The Prompt: You, Robot—You’ve been handed a robot whose sole job is to relieve you of one chore, job, or responsibility you particularly hate. What is it?

                                                                        My Promoter

Since Ray Bradbury wrote of one in “There Will Come Soft Rains,”
the list of things robots can do seems to have made great gains.
Some are made to wash our hair. Others shave our heads.
They build our houses, clean our floors and even make our beds.
I grant that it is handy that there’s one that scoops dog poop,
and one to stop our snoring, another to cook soup.
Lonely?
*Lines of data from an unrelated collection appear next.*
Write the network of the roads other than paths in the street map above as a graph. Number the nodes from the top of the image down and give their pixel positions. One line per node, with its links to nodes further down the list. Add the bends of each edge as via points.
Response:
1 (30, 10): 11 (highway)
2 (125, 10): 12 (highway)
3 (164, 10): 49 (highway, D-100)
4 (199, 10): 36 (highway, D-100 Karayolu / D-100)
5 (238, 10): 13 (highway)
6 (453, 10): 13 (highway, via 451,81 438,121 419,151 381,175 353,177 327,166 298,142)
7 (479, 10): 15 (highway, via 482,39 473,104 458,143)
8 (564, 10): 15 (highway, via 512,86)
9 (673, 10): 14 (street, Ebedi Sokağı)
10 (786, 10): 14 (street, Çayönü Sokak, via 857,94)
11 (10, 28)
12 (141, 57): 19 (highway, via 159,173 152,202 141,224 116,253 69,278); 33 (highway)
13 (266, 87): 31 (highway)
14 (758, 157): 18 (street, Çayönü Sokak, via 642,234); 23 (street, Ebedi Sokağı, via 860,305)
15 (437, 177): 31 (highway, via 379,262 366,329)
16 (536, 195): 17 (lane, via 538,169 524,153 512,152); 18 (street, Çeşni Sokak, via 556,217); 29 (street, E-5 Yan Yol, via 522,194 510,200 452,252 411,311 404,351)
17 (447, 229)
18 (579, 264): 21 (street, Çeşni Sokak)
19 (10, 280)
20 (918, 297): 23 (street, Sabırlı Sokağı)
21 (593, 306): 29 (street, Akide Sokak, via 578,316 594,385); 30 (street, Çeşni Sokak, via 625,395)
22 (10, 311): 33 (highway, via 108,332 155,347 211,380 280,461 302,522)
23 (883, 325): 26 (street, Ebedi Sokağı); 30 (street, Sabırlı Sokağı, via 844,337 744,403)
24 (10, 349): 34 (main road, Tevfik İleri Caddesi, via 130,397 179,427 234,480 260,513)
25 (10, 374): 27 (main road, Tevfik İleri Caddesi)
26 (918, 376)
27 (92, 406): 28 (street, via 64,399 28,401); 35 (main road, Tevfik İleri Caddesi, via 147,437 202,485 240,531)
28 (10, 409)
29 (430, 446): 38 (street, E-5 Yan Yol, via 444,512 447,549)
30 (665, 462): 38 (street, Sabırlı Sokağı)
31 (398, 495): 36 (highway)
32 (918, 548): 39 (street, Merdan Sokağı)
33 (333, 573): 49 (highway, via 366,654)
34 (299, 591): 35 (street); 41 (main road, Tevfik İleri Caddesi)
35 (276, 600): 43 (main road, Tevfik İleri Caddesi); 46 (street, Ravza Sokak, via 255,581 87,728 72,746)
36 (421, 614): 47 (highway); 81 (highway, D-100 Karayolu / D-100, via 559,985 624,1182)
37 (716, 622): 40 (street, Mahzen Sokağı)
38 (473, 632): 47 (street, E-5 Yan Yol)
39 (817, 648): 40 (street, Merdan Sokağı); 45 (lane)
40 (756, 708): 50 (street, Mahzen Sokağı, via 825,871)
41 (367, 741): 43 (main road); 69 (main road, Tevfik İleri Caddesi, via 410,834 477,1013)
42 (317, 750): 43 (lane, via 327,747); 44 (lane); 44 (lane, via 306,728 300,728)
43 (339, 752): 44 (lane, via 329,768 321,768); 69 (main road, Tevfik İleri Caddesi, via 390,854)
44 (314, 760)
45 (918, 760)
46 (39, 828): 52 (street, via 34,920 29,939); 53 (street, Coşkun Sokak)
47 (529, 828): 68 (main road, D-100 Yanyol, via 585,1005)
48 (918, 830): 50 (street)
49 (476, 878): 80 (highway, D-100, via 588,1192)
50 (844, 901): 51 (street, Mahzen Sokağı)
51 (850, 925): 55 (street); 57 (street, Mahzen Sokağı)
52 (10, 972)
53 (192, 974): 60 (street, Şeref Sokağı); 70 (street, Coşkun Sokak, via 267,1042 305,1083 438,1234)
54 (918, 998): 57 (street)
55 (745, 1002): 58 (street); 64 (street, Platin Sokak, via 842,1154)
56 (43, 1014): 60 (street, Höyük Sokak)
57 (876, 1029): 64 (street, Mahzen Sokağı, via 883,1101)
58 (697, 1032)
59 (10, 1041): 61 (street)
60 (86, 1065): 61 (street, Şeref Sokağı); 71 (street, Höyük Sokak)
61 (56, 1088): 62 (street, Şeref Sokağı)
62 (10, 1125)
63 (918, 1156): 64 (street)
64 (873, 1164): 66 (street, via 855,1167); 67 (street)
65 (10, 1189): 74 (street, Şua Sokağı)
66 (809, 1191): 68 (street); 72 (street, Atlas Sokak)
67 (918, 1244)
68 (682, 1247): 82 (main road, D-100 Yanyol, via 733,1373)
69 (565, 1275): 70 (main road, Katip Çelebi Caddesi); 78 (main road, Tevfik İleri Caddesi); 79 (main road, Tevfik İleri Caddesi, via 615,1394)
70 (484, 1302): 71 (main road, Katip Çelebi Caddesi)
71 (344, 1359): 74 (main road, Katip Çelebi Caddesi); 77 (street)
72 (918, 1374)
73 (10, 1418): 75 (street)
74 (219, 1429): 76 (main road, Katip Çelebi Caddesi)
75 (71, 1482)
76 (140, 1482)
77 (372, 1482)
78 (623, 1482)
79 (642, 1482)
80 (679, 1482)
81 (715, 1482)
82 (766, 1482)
One shoots billiards and perhaps it lets you win;
but do not gamble with it, for I hear it cheats at gin.
It’s great that there’s a robot that lifts patients out of bed,
but since I am still mobile, I have other needs instead.
I want a robot that can read and surf the internet
to send out my submissions and to guarantee I’ll get
an agent and a publisher to dispense all my writing
and send it to reviewers so my words they would be citing!
Send it out to libraries, to Amazon and Kindles.
Keep track of my royalties so there would be no swindles.
In short, I want a robot that will publicize and fight
so all this writer has to do is write and write and write.